More than 50 years after the last original episode aired, on Sunday 22 May 1955, at 7 pm eastern time, the Jack Benny shows are alive and well. These are likely the most requested of the thousands of old time radio (OTR) shows available. Dunning calls the show, "the quintessential American radio comedy."

The Jack Benny show evolved from vaudeville, where Benny built a career around musical inability and comedy. The first episode of the show aired 2 May 1932, on the NBC Blue network; it ran twice a week as "The Canada Dry Show." From 30 October 1932 to 26 January 1933, Benny starred in "The Canada Dry Program" (sic) on CBS. On 6 April 1933, Benny returned to NBC, with "The General Tire Show." For the 1934-1935 season, the show was renamed "The Jell-O Program," and moved to its permanent slot, 7 pm Sunday. There was another name change in 1942. This time it was a mouthful, "The Grape Nuts and Grape Nut Flakes Program." On 1 October 1944, the show was renamed, one last time, to "The Lucky Strike Program," starring Jack Benny. The cigarette company stayed with Benny until 1955. Through all the changes, the show was commonly and simply known as, "The Jack Benny Show."

From April 1933 until May 1955, "The Jack Benny Show" was consistently one of the two or three top rated shows; that's 22 years. Only "Bergen and McCarthy" matched the Benny ratings, over roughly the same period. Other shows came and went, Benny stayed, flourished and made history. Time hasn't been kind to "Bergen and McCarthy"; today, it's funny, but tired, whereas Benny remains fresh.
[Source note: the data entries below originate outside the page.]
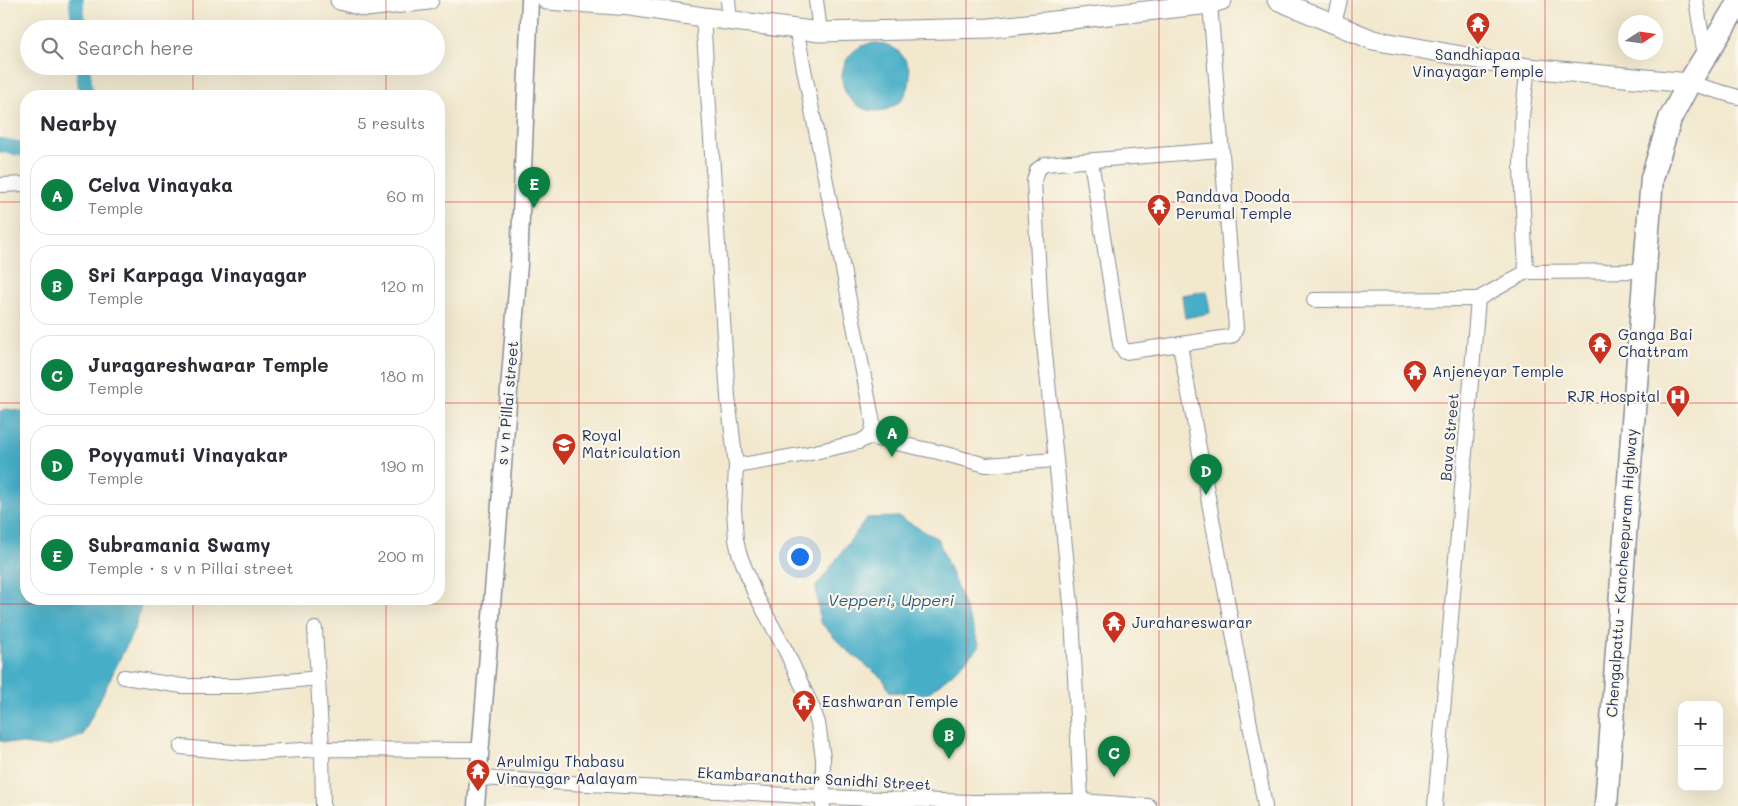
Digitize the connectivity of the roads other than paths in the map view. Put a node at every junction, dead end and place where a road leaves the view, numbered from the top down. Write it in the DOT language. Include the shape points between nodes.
graph roads {
  1 [pos="340,0"];
  2 [pos="429,0"];
  3 [pos="530,0"];
  4 [pos="546,0"];
  5 [pos="728,0"];
  6 [pos="816,0"];
  7 [pos="1277,0"];
  8 [pos="1340,0"];
  9 [pos="1696,0"];
  10 [pos="1216,2"];
  11 [pos="1185,3"];
  12 [pos="1738,3"];
  13 [pos="703,17"];
  14 [pos="730,21"];
  15 [pos="1334,23"];
  16 [pos="796,28"];
  17 [pos="820,32"];
  18 [pos="1705,56"];
  19 [pos="1528,68"];
  20 [pos="1689,83"];
  21 [pos="1738,97"];
  22 [pos="1220,150"];
  23 [pos="1091,161"];
  24 [pos="20,184"];
  25 [pos="0,185"];
  26 [pos="1645,271"];
  27 [pos="1526,272"];
  28 [pos="1478,299"];
  29 [pos="1314,300"];
  30 [pos="1180,345"];
  31 [pos="868,437"];
  32 [pos="1056,460"];
  33 [pos="736,466"];
  34 [pos="315,629"];
  35 [pos="124,677"];
  36 [pos="318,678"];
  37 [pos="181,747"];
  38 [pos="322,750"];
  39 [pos="480,750"];
  40 [pos="478,778"];
  41 [pos="823,802"];
  42 [pos="1081,802"];
  43 [pos="973,804"];
  44 [pos="1124,805"];
  45 [pos="323,806"];
  46 [pos="476,806"];
  47 [pos="1149,806"];
  48 [pos="1265,806"];
  49 [pos="1435,806"];
  50 [pos="1606,806"];
  1 -- 2 [label="main road" via="366,7"];
  3 -- 39 [label="street, s v n Pillai street" via="519,264"];
  4 -- 13 [label="main road" via="631,6"];
  5 -- 14 [label="street"];
  6 -- 17 [label="street"];
  7 -- 15 [label="main road"];
  8 -- 15 [label="street"];
  9 -- 18 [label="street"];
  10 -- 11 [label="main road"];
  10 -- 22 [label="street"];
  11 -- 17 [label="main road" via="990,28"];
  12 -- 18 [label="highway, Chengalpattu - Kancheepuram Highway"];
  13 -- 14 [label="main road"];
  13 -- 33 [label="street" via="728,397"];
  14 -- 16 [label="main road"];
  15 -- 19 [label="main road" via="1373,40"];
  16 -- 17 [label="main road"];
  16 -- 31 [label="street" via="873,423"];
  18 -- 20 [label="highway, Chengalpattu - Kancheepuram Highway"];
  19 -- 20 [label="main road"];
  19 -- 27 [label="street" via="1522,116 1521,168"];
  20 -- 21 [label="street"];
  20 -- 26 [label="highway, Chengalpattu - Kancheepuram Highway" via="1670,120 1652,178"];
  22 -- 23 [label="street"];
  22 -- 30 [label="street" via="1236,328 1229,337"];
  23 -- 30 [label="street" via="1120,344 1125,352"];
  23 -- 32 [label="street" via="1045,164 1037,170 1034,181 1041,315"];
  24 -- 25 [label="street"];
  26 -- 27 [label="street"];
  26 -- 50 [label="highway, Chengalpattu - Kancheepuram Highway"];
  27 -- 28 [label="street"];
  28 -- 29 [label="street"];
  28 -- 49 [label="street, Bava Street"];
  30 -- 48 [label="street"];
  31 -- 32 [label="street" via="986,465"];
  31 -- 33 [label="street" via="806,454"];
  32 -- 42 [label="street" via="1072,614"];
  33 -- 41 [label="street" via="734,508 739,553 755,594 786,651 818,723 823,758"];
  34 -- 36 [label="street"];
  35 -- 36 [label="street" via="182,686 238,686"];
  36 -- 38 [label="street"];
  37 -- 38 [label="street" via="243,753"];
  38 -- 39 [label="street"];
  38 -- 45 [label="street"];
  39 -- 40 [label="street, s v n Pillai street"];
  40 -- 41 [label="street, Ekambaranathar Sanidhi Street"];
  40 -- 46 [label="street, s v n Pillai street"];
  41 -- 43 [label="street, Ekambaranathar Sanidhi Street"];
  42 -- 43 [label="street, Ekambaranathar Sanidhi Street"];
  42 -- 44 [label="street, Ekambaranathar Sanidhi Street"];
  44 -- 47 [label="street, Ekambaranathar Sanidhi Street"];
}
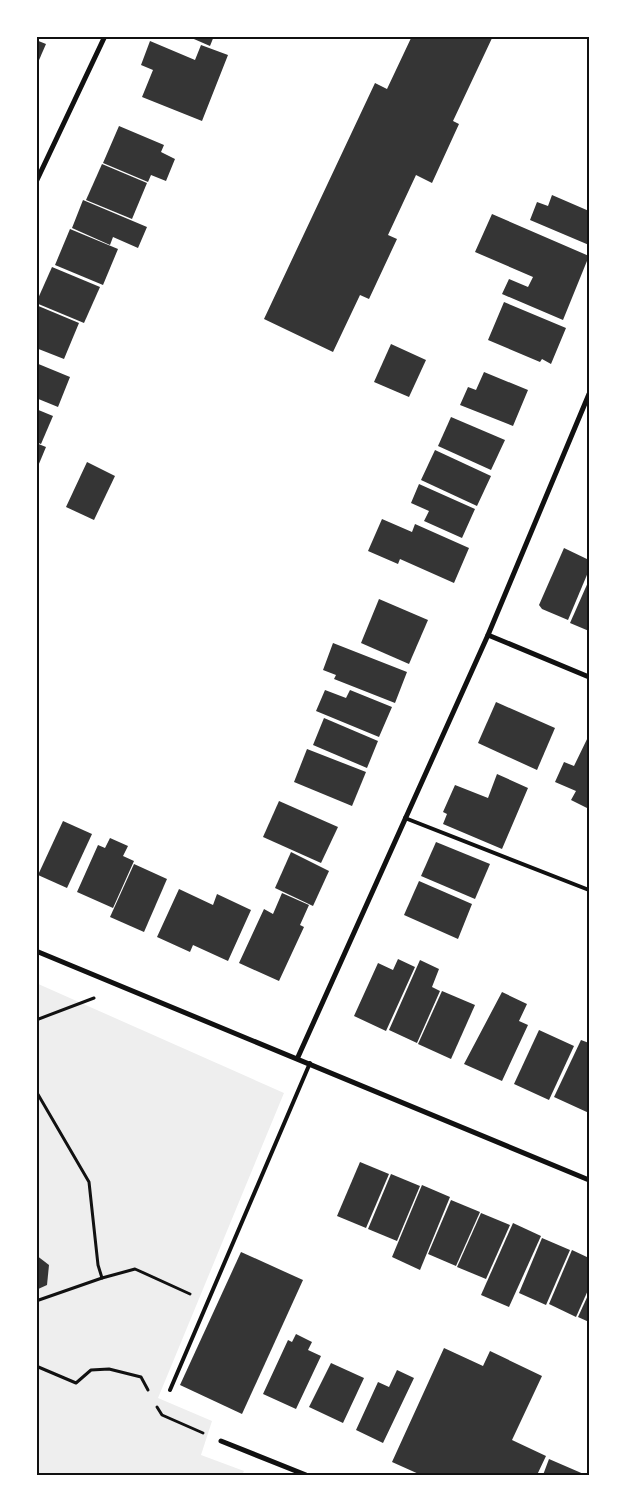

As Dunning writes, the premise of the show was simple, "[Benny] was a man with a great heart. Who else could play for four decades the part of a vain, miserly, argumentative skinflint, and emerge a ... treasure?" When others tried the Benny shtick, listeners wondered if that wasn't their true character leaking through. "Few people," writes Dunning, "had that reaction to Jack."

Usually the butt of the humour, Benny willingly gave away great lines to make the show work. At a time when Black actors were more or less limited to "step 'n' fetch it" roles, Eddie "Rochester" Anderson got many of the biggest laughs on "The Jack Benny Show." Anderson also earned $700 an on-air minute, about ten times a typical monthly wage for the time.

During an interview in 1947, Benny asked a "Newsweek" reporter, "Where would I be today without my writers, without Rochester; Dennis Day [resident scatterbrain]; Mary Livingstone [who was married to Benny for 47 years]; Phil Harris [the wise-cracking, ostensible band leader on the show]* and Don Wilson [announcer]?" The reporter had to answer, as Benny never would. "That [Benny] hand-picked the writers and cast is something [he] never admits. He dismisses lightly that he directs ... rehearsals, down to the last fine reading of a line.** Nor will he ever say ... his success stems from his own [astounding] sense of timing and showmanship."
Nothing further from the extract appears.